The discovery could also vindicate a famous biologist: Charles Darwin. Nearly 150 years ago, Darwin argued that life likely evolved in "some warm little pond"—as opposed to the oceans, as many modern scientists and institutions have theorized. Next, Djokic plans to scour the same area for more possible biosignatures and evidence about what kind of life could have lived there.

"This is a good and thorough paper," says Frances Westall, an exobiologist at France's National Center for Scientific Research who was not involved in the study. Westall, who is closely involved in the European Space Agency's forthcoming mission to look for possible life-related gases in the Martian atmosphere, says she this study could provide context clues for what to look for regarding evidence of ancient life on Mars.

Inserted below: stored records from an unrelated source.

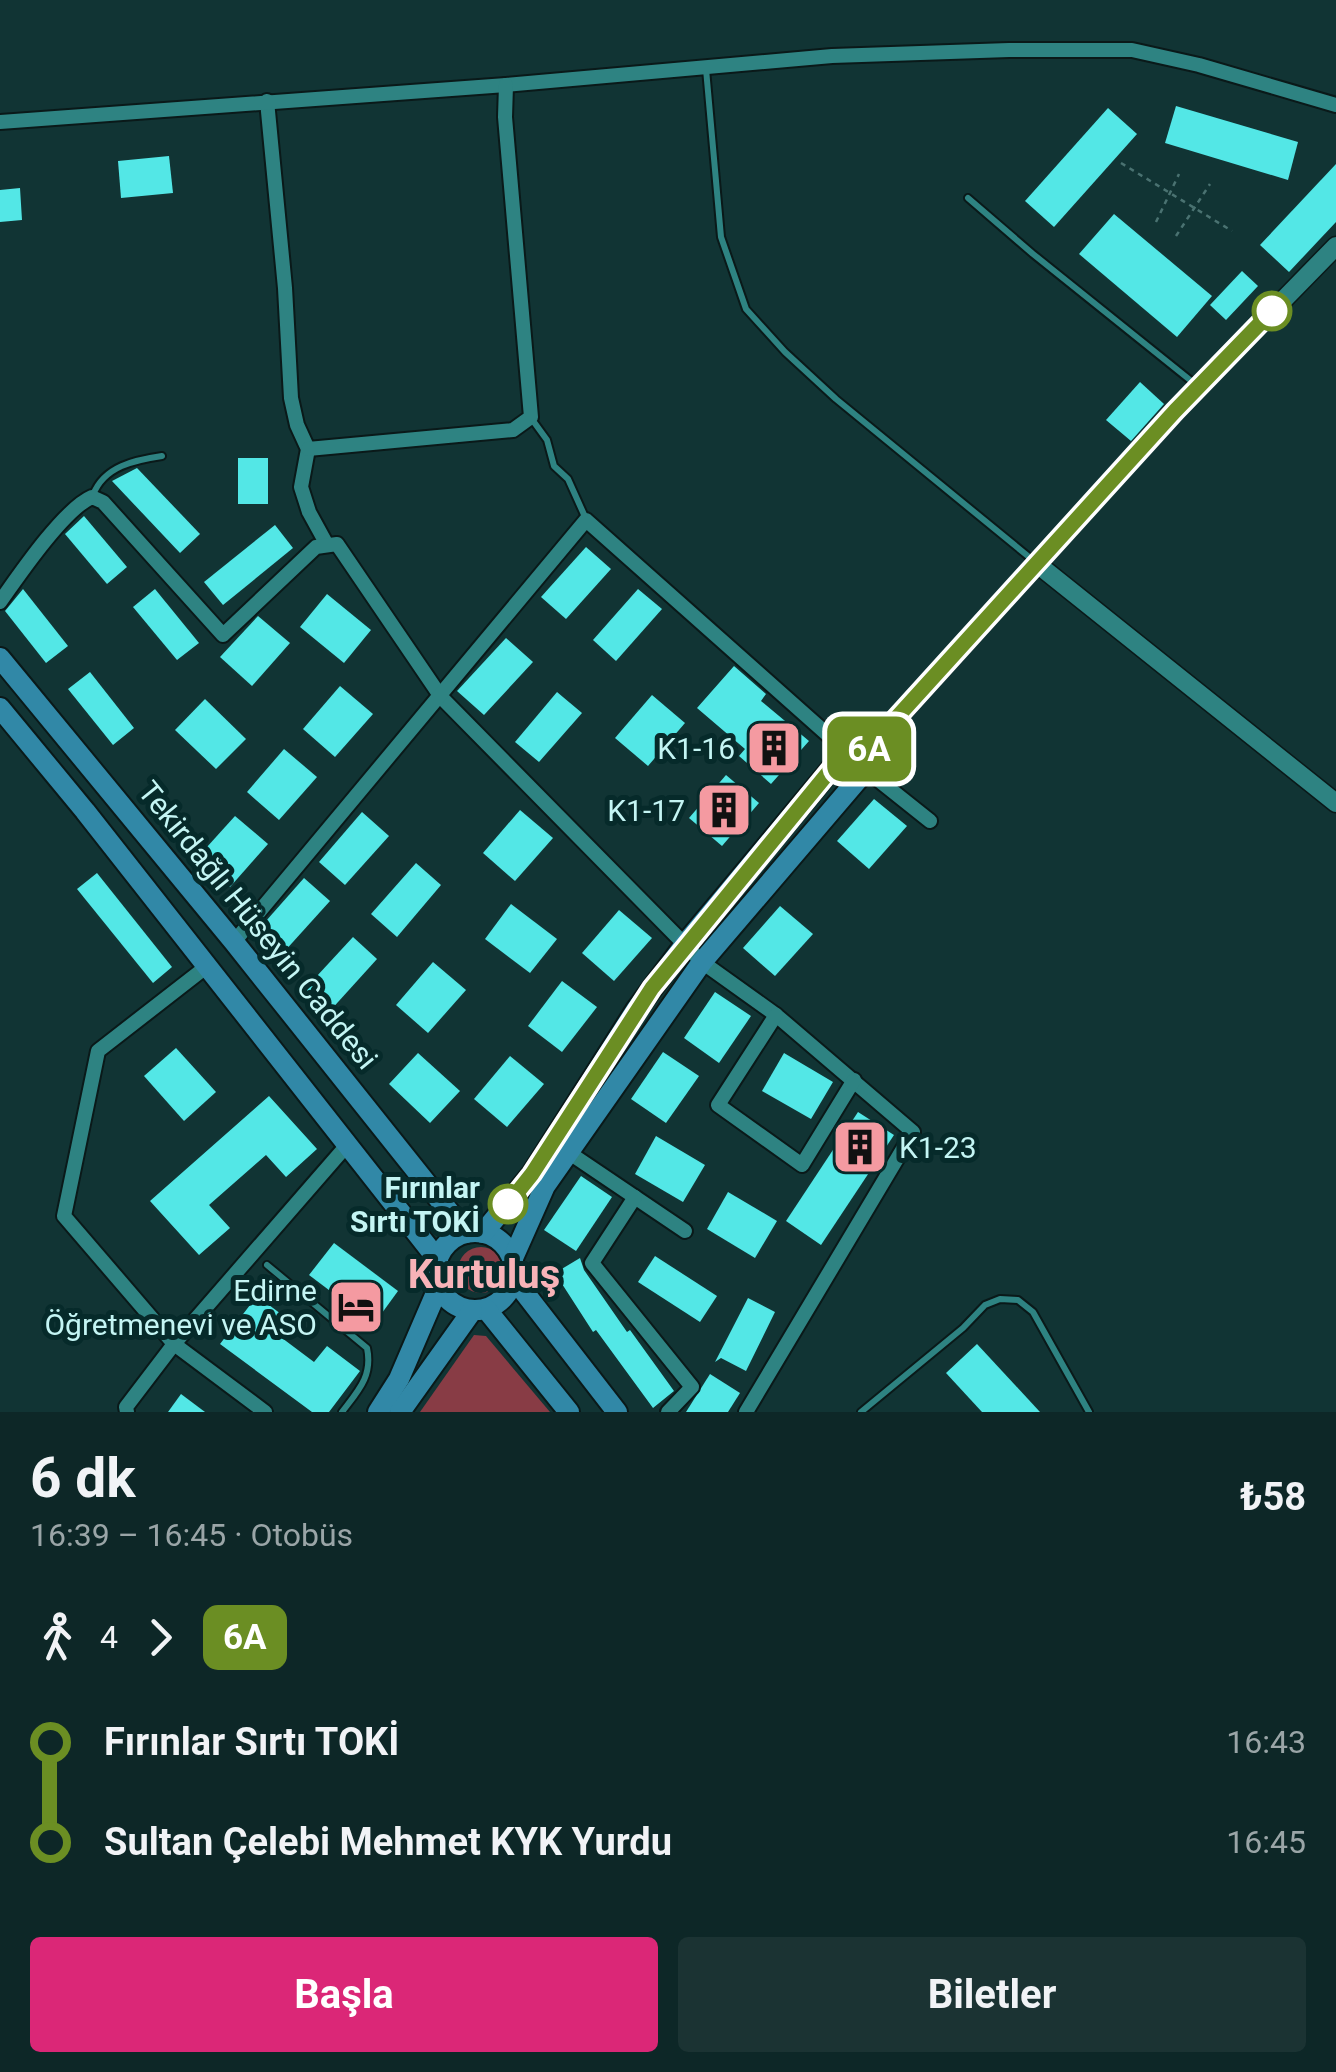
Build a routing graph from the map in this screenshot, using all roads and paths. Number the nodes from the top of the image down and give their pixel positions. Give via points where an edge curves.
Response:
1 (706, 68) junction
2 (506, 85) junction
3 (266, 101) junction
4 (1336, 105) edge
5 (0, 122) edge
6 (1121, 163) dead end
7 (1179, 174) dead end
8 (1210, 184) dead end
9 (1170, 193) junction
10 (968, 198) dead end
11 (1194, 208) junction
12 (1156, 222) dead end
13 (1232, 231) dead end
14 (1176, 236) dead end
15 (1336, 246) edge
16 (1199, 386) junction
17 (531, 417) junction
18 (308, 449) junction
19 (162, 456) dead end
20 (92, 498) junction
21 (586, 520) junction
22 (326, 543) junction
23 (1036, 562) junction
24 (0, 602) edge
25 (0, 658) edge
26 (441, 697) junction
27 (0, 708) edge
28 (857, 760) junction
29 (1336, 804) edge
30 (930, 821) dead end
31 (234, 942) junction
32 (686, 943) junction
33 (702, 962) junction
34 (206, 968) junction
35 (776, 1015) junction
36 (854, 1080) junction
37 (348, 1144) junction
38 (568, 1152) junction
39 (636, 1197) junction
40 (685, 1231) dead end
41 (475, 1233) junction
42 (438, 1260) junction
43 (267, 1266) dead end
44 (513, 1269) junction
45 (439, 1286) junction
46 (479, 1310) junction
47 (174, 1344) junction
48 (127, 1412) edge
49 (265, 1412) edge
50 (342, 1412) edge
51 (378, 1412) edge
52 (400, 1412) edge
53 (568, 1412) edge
54 (617, 1412) edge
55 (668, 1412) edge
56 (746, 1412) edge
57 (862, 1412) edge
58 (1089, 1412) edge

1 - 2 street
1 - 4 street via 832,56 1132,50
1 - 23 lane via 721,237 746,308 836,399
2 - 3 street
2 - 17 street
3 - 5 street
3 - 18 street via 292,398
6 - 9 path
7 - 9 path
8 - 11 path
9 - 11 path
9 - 12 path
10 - 16 lane
11 - 13 path
11 - 14 path
15 - 16 street
16 - 23 street
17 - 18 street via 514,430
17 - 21 lane
18 - 22 street via 300,488
19 - 20 lane via 116,468
20 - 22 street via 103,502 223,636
20 - 24 street via 40,549
21 - 26 street
21 - 28 street
22 - 26 street via 337,544
23 - 28 street
23 - 29 street
25 - 31 main road, Tekirdağlı Hüseyin Caddesi
26 - 31 street
26 - 32 street
27 - 34 main road
28 - 30 street
28 - 32 main road
28 - 33 main road
31 - 41 main road, Tekirdağlı Hüseyin Caddesi
32 - 33 street
32 - 41 main road via 532,1174
33 - 35 street
33 - 38 main road
34 - 37 main road
34 - 47 street via 98,1051 64,1216
35 - 36 street
35 - 36 street via 718,1105 802,1165
36 - 56 street via 913,1132
37 - 42 main road
37 - 47 street
38 - 39 street
38 - 44 main road via 544,1186
39 - 40 street
39 - 55 street via 592,1263 692,1387
41 - 42 main road via 444,1248
41 - 44 main road via 496,1238
42 - 45 main road
43 - 50 lane via 366,1348 365,1380
44 - 46 main road via 504,1298
44 - 54 main road
45 - 46 main road via 452,1303
45 - 51 main road
46 - 52 main road
46 - 53 main road
47 - 48 street via 140,1384
47 - 49 street
57 - 58 lane via 1000,1299 1018,1300 1033,1312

More accurately determining whether certain rock features were produced by life will be hard with the instruments NASA is sending to Mars, Westall cautions, but "certainly such samples should be returned to Earth for detailed analysis."

"In my opinion, the novel claims require more evidence," says MIT geobiologist Tanja Bosak, who was also not involved in the study. Bosak, who has extensive research on stromatolites and how evidence of early life can get preserved, says the researchers need to do a better job proving that these features could not have formed geologically, without life.

"This study describes features that don’t obviously have to be stabilized and colonized by microbes to become fossilized," Bosak says. Prior research, including her own, has shown that similar-looking bubbles can be produced and preserved by non-living processes, she says. The palisade fabric is similarly unconvincing, Bosak says, because such rock crystal formations could form from non-biological causes, such as after an asteroid impact.

Bosak also questions how useful this evidence could be for life-hunting Mars, since it's not yet clear whether hot springs ever existed there. The knobby features captured in pictures from the Columbia Hills site, she points out, appear to some geologists to be more the result of basalt rock getting worn away by acid than the remains of hot springs.

"I don’t expect that we’ll be sending a rover to bathe in the hot springs of Mars any time soon," Bosak says.